Cerpen
“Kurasa ada bayi di rahimku.”
Oleh Amal Taufik
IA duduk di teras vila pagi itu sambil memutar How Deep Is Your Love dari Ponselnya. Lagu itu diputar berulang-ulang, seperti hanya itu satu-satunya lagu di Ponselnya. Dan tiap sampai lirik how deep is your love.. i really need to learn.. cause we’re living in a world of fools..… ia menirukan nadanya dengan bersiul.
Seorang perempuan berdiri di ambang pintu. Wajahnya kusut. Tadi malam istrinya itu tidur lebih lambat darinya. Dan seharusnya pagi ini mereka jalan-jalan keliling kampung.
Ia sengaja mengajak istrinya menjauh dari kota, menghabiskan waktu berkualitas berdua; berharap bisa mengembalikan keadaan seperti awal-awal menikah dulu.
Tetapi sejak berangkat tadi malam sampai pagi ini, istrinya belum menunjukkan raut bahagia sama sekali.
“Duduklah,” katanya pada perempuan itu.
“Pak Pa’i, pemilik rumah ini, umurnya sudah 70 tahun. Tapi lihat, ia sepertinya masih kuat kalau kuajak futsal,” Ia mengangkat dagunya ke arah lelaki di depan vila yang sedang sibuk menyapu dan menata barang-barang di sepetak toko 3×2 meter.
“Kau tahu, Pak Pa’i tak punya anak dan masa tuanya baik-baik saja,” imbuhnya.
Ia menoleh ke wajah istrinya karena mendengar suara sroot…sroot.. berkali-kali. Kemudian diambilnya tisu di ruang tamu lalu ia bermaksud mengusapkan tisu itu ke hidung istrinya, tetapi tangannya ditepis oleh sang istri.
“Malu! Kaupikir aku anak kecil.”
Ia terkekeh.
Rombongan wisatawan asing melintas di depan mereka. Kebetulan hari ini adalah Hari Raya Kasada. Pada hari raya ini, suku Tengger akan melaksanakan upacara melempar kurban ke dalam kawah Gunung Bromo sebagai sikap penghormatan atas pengorbanan Joko Seger dan Roro Anteng.
Sebenarnya ia tertarik menonton upacara itu, tetapi lagi-lagi ia ingat wajah malas istrinya.
“Mas, bagaimana kalau kita segera pulang? Aku ingin minta maaf pada mama,” kata istrinya tiba-tiba.
“Kupikir kita semua sudah saling memaafkan, meski rasa kecewanya padamu tampaknya belum hilang,” jawabnya.
“Ya, aku tahu. Dan aku mengakui aku salah.”
“Tapi kau selalu mengabaikanku, itu juga keliru,” tambah istrinya.
“Lis, kau bisa lihat kan, bunga-bunga edelweis yang tumbuh di sepanjang jalan ini. Gunung yang berdiri gagah di sana. Udara bersih yang kita hirup. Dan kita berdua yang duduk di sini tanpa diganggu siapapun. Kuharap kau tidak merusak momen ini.”
“Entahlah. Kau selalu menghindar tiap kuajak membicarakan rumah tangga kita.”
“Aku hanya ingin rumah tangga kita baik-baik saja, Lis.”
“Aku pun ingin begitu. Tapi nyatanya, kau lihat, rumah tangga kita tidak baik-baik saja.”
“Kalau begitu mari kita buat baik-baik saja mulai sekarang.”
“Astaga, menurutmu memperbaiki rumah tangga segampang membuang rongsokan?”
“Ya, sama seperti gampangnya menghancurkan rumah tangga kan?”
“Baik, aku tahu arah kalimatmu, Mas.

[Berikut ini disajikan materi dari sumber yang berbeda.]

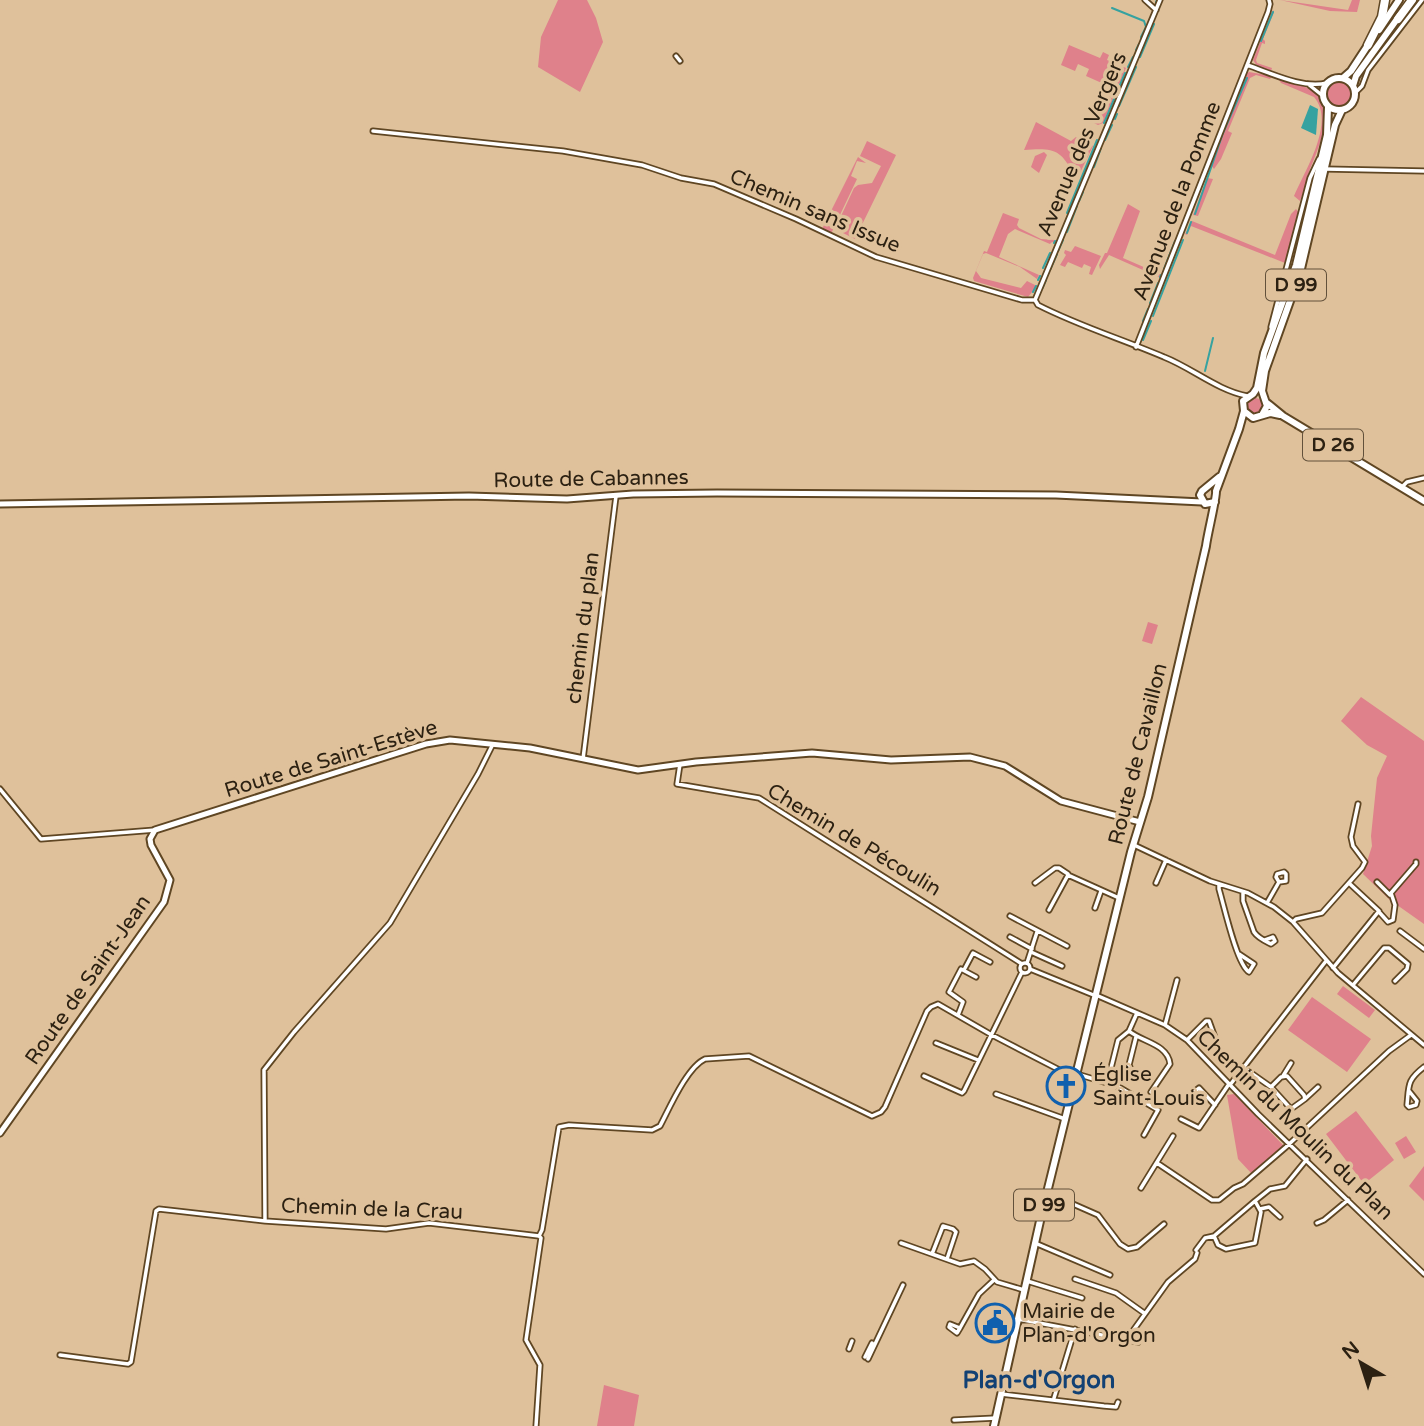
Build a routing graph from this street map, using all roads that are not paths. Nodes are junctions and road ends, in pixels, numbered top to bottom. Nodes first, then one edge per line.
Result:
1 (1145, 0) edge
2 (1160, 0) edge
3 (1269, 0) edge
4 (1385, 0) edge
5 (1399, 0) edge
6 (1411, 0) edge
7 (1422, 0) edge
8 (1156, 9) junction
9 (1398, 19) joint
10 (1368, 46) junction
11 (676, 56) dead end
12 (680, 61) dead end
13 (1247, 65) junction
14 (1343, 78) junction
15 (1306, 83) junction
16 (1327, 83) junction
17 (1354, 89) junction
18 (1323, 96) junction
19 (1328, 107) junction
20 (1342, 110) junction
21 (373, 131) dead end
22 (1325, 169) junction
23 (1424, 171) edge
24 (1035, 300) junction
25 (1136, 347) junction
26 (1232, 392) junction
27 (1250, 395) junction
28 (1265, 400) junction
29 (1243, 408) junction
30 (1262, 415) junction
31 (1283, 416) junction
32 (1250, 417) junction
33 (1239, 429) junction
34 (1222, 473) junction
35 (1424, 478) edge
36 (1208, 487) junction
37 (1402, 487) junction
38 (1216, 491) junction
39 (1200, 493) junction
40 (616, 498) junction
41 (1424, 500) edge
42 (1182, 502) junction
43 (1215, 502) junction
44 (1204, 503) junction
45 (0, 504) edge
46 (1209, 519) junction
47 (493, 744) junction
48 (583, 759) junction
49 (680, 764) junction
50 (0, 789) edge
51 (1358, 804) dead end
52 (1140, 822) junction
53 (155, 830) junction
54 (1132, 844) junction
55 (1166, 860) junction
56 (1416, 862) dead end
57 (1068, 875) junction
58 (1279, 882) dead end
59 (1377, 882) dead end
60 (1035, 883) dead end
61 (1156, 883) dead end
62 (1350, 884) junction
63 (1220, 885) junction
64 (1101, 891) junction
65 (1243, 892) junction
66 (1391, 897) junction
67 (1119, 898) junction
68 (1267, 903) junction
69 (1095, 908) dead end
70 (1049, 910) dead end
71 (1379, 911) junction
72 (1010, 916) dead end
73 (1293, 922) junction
74 (1400, 931) dead end
75 (1038, 932) junction
76 (1010, 937) dead end
77 (1265, 940) dead end
78 (1068, 946) dead end
79 (1424, 949) edge
80 (1032, 951) junction
81 (1239, 954) junction
82 (1326, 961) junction
83 (990, 962) dead end
84 (1022, 964) junction
85 (1029, 966) junction
86 (1062, 966) dead end
87 (1333, 968) junction
88 (964, 970) junction
89 (1022, 972) junction
90 (976, 977) dead end
91 (1177, 980) dead end
92 (1395, 981) dead end
93 (1353, 985) junction
94 (1096, 995) junction
95 (1137, 1013) junction
96 (958, 1015) junction
97 (1166, 1025) junction
98 (1129, 1031) junction
99 (990, 1034) junction
100 (1411, 1035) junction
101 (1136, 1037) junction
102 (1187, 1040) junction
103 (936, 1044) dead end
104 (1424, 1045) edge
105 (1218, 1046) dead end
106 (978, 1060) junction
107 (1291, 1063) dead end
108 (1424, 1067) edge
109 (1244, 1068) junction
110 (1133, 1074) dead end
111 (924, 1076) dead end
112 (1077, 1076) junction
113 (1109, 1076) dead end
114 (1283, 1076) junction
115 (1229, 1084) junction
116 (1271, 1087) junction
117 (1318, 1087) dead end
118 (1409, 1091) dead end
119 (1151, 1092) dead end
120 (1194, 1092) dead end
121 (996, 1094) dead end
122 (1305, 1099) junction
123 (1215, 1105) junction
124 (1065, 1119) junction
125 (1181, 1119) dead end
126 (0, 1133) edge
127 (1144, 1135) dead end
128 (1173, 1136) dead end
129 (1290, 1143) junction
130 (1307, 1159) junction
131 (1157, 1163) junction
132 (1141, 1188) dead end
133 (1047, 1193) junction
134 (1348, 1199) junction
135 (1255, 1201) junction
136 (1260, 1209) junction
137 (1280, 1217) dead end
138 (265, 1221) junction
139 (1317, 1223) dead end
140 (1164, 1224) dead end
141 (539, 1236) junction
142 (1214, 1236) junction
143 (1035, 1242) junction
144 (901, 1243) dead end
145 (932, 1254) junction
146 (947, 1259) junction
147 (1424, 1274) edge
148 (1110, 1275) dead end
149 (1075, 1279) dead end
150 (994, 1280) junction
151 (1026, 1280) junction
152 (902, 1285) dead end
153 (1024, 1290) junction
154 (1082, 1298) dead end
155 (1144, 1313) junction
156 (1018, 1319) junction
157 (881, 1325) dead end
158 (960, 1328) dead end
159 (1075, 1329) junction
160 (1127, 1339) junction
161 (852, 1341) dead end
162 (1138, 1342) dead end
163 (849, 1349) dead end
164 (60, 1355) dead end
165 (1001, 1394) junction
166 (1054, 1398) dead end
167 (1118, 1402) dead end
168 (954, 1420) dead end
169 (995, 1422) edge
170 (536, 1426) edge

1 - 8 street
2 - 8 street, Avenue des Vergers
3 - 13 street, Avenue de la Pomme
4 - 10 highway
5 - 10 main road
6 - 9 highway
7 - 17 street
8 - 24 street, Avenue des Vergers
9 - 17 main road
10 - 14 main road
11 - 12 street
13 - 15 street
13 - 25 street, Avenue de la Pomme
14 - 16 main road
14 - 17 main road
15 - 16 street
15 - 18 street
16 - 18 main road
17 - 20 main road
18 - 19 main road
19 - 20 main road
19 - 27 main road, D 99
20 - 22 main road, D 99
21 - 24 street, Chemin sans Issue
22 - 23 street
22 - 28 main road, D 99
24 - 25 street
25 - 26 street
26 - 27 street
26 - 29 street
27 - 28 main road
27 - 29 main road
28 - 30 main road
28 - 31 main road, D 26
29 - 32 main road
29 - 33 main road
30 - 31 main road, D 26
30 - 32 main road
31 - 37 main road, D 26
32 - 33 main road
33 - 34 main road
34 - 36 main road
34 - 38 main road
35 - 37 street
36 - 38 main road
36 - 39 main road
37 - 41 main road, D 26
38 - 43 main road
39 - 42 street, Route de Cabannes
39 - 44 main road
40 - 42 street, Route de Cabannes
40 - 45 street, Route de Cabannes
40 - 48 street, chemin du plan
42 - 44 street, Route de Cabannes
43 - 44 main road
43 - 46 main road, Route de Cavaillon / D 99
44 - 46 main road, Route de Cavaillon / D 99
46 - 52 main road, Route de Cavaillon / D 99
47 - 48 street, Route de Saint-Estève
47 - 53 street, Route de Saint-Estève
47 - 138 street, Chemin de la Crau
48 - 49 street, Route de Saint-Estève
49 - 52 street, Route de Saint-Estève
49 - 84 street, Chemin de Pécoulin
50 - 53 street
51 - 62 street
52 - 54 main road, Route de Cavaillon / D 99
53 - 126 street, Route de Saint-Jean
54 - 55 street
54 - 67 main road, Route de Cavaillon / D 99
55 - 61 street
55 - 63 street
56 - 66 street
57 - 60 street
57 - 64 street
57 - 70 street
58 - 68 street
59 - 66 street
62 - 71 street
62 - 73 street
63 - 65 street
63 - 81 street
64 - 67 street
64 - 69 street
65 - 68 street
65 - 77 street
66 - 71 street
67 - 94 main road, Route de Cavaillon / D 99
68 - 73 street
71 - 87 street
72 - 75 street
73 - 82 street
74 - 79 street
75 - 78 street
75 - 80 street
76 - 80 street
80 - 85 street
80 - 86 street
81 - 81 street
82 - 87 street
82 - 109 street
83 - 88 street
84 - 85 street
84 - 89 street
85 - 89 street
85 - 94 street
87 - 93 street
88 - 90 street
88 - 96 street
89 - 99 street
91 - 97 street
92 - 93 street
93 - 100 street
94 - 95 street, Chemin du Moulin du Plan
94 - 112 main road, Route de Cavaillon / D 99
95 - 97 street, Chemin du Moulin du Plan
95 - 98 street
96 - 99 street
96 - 141 street
97 - 102 street, Chemin du Moulin du Plan
98 - 101 street
98 - 113 street
99 - 106 street
99 - 112 street
100 - 104 street
100 - 129 street
101 - 110 street
101 - 119 street
102 - 105 street
102 - 115 street, Chemin du Moulin du Plan
103 - 106 street
106 - 111 street
107 - 114 street
108 - 118 street
109 - 115 street
109 - 116 street
112 - 124 main road, Route de Cavaillon / D 99
112 - 127 street
114 - 116 street
114 - 122 street
115 - 123 street
115 - 129 street, Chemin du Moulin du Plan
116 - 122 street
117 - 122 street
120 - 123 street
121 - 124 street
123 - 125 street
124 - 133 main road, Route de Cavaillon / D 99
128 - 131 street
129 - 130 street, Chemin du Moulin du Plan
129 - 131 street
130 - 134 street, Chemin du Moulin du Plan
130 - 135 street
131 - 132 street
133 - 140 street
133 - 143 main road, Route de Cavaillon / D 99
134 - 139 street
134 - 147 street, Chemin du Moulin du Plan
135 - 136 street
135 - 142 street
136 - 137 street
136 - 142 street
138 - 141 street, Chemin de la Crau
138 - 164 street
141 - 170 street
142 - 155 street
143 - 148 street
143 - 151 main road, Route de Cavaillon / D 99
144 - 145 street
145 - 146 street
145 - 146 street
146 - 150 street
149 - 155 street
150 - 153 street
150 - 158 street
151 - 153 main road, Route de Cavaillon / D 99
151 - 154 street
152 - 157 street
153 - 156 main road, Route de Cavaillon / D 99
155 - 160 street
156 - 159 street
156 - 165 main road, Route de Cavaillon / D 99
159 - 160 street
159 - 166 street
160 - 162 street
161 - 163 street
165 - 167 street
165 - 169 main road, Route de Cavaillon / D 99
168 - 169 street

Mengapa kau masih membahas itu lagi sih?”
“Masih kontak dengan Roni?”
“Jika kujawab tidak, apa kau mau percaya?”
“Bukankah aku selalu percaya padamu, dan…”
“‘Dan kau membakar kepercayaanku’ begitu kan lanjutannya?”
Ia tersenyum, tangannya meraih bungkus rokok dan melolosnya sebatang dan menyalakannya. Asap yang keluar dari mulutnya dibawa angin mengusap wajah istrinya. Istrinya batuk-batuk lalu memandangnya dengan mata jengkel.
“Kau tak pernah mau memahami bagaimana ada di posisiku, Mas.”
“Kau juga tak paham bagaimana di posisiku, Lis.”
***
Enam tahun lalu ia melamar istrinya di kawah Gunung Bromo. Saat itu mereka masih sama-sama kuliah semester akhir. Ia memilih Bromo atas saran dari salah satu sahabatnya yang sebelumnya berhasil melamar kekasihnya di puncak Semeru.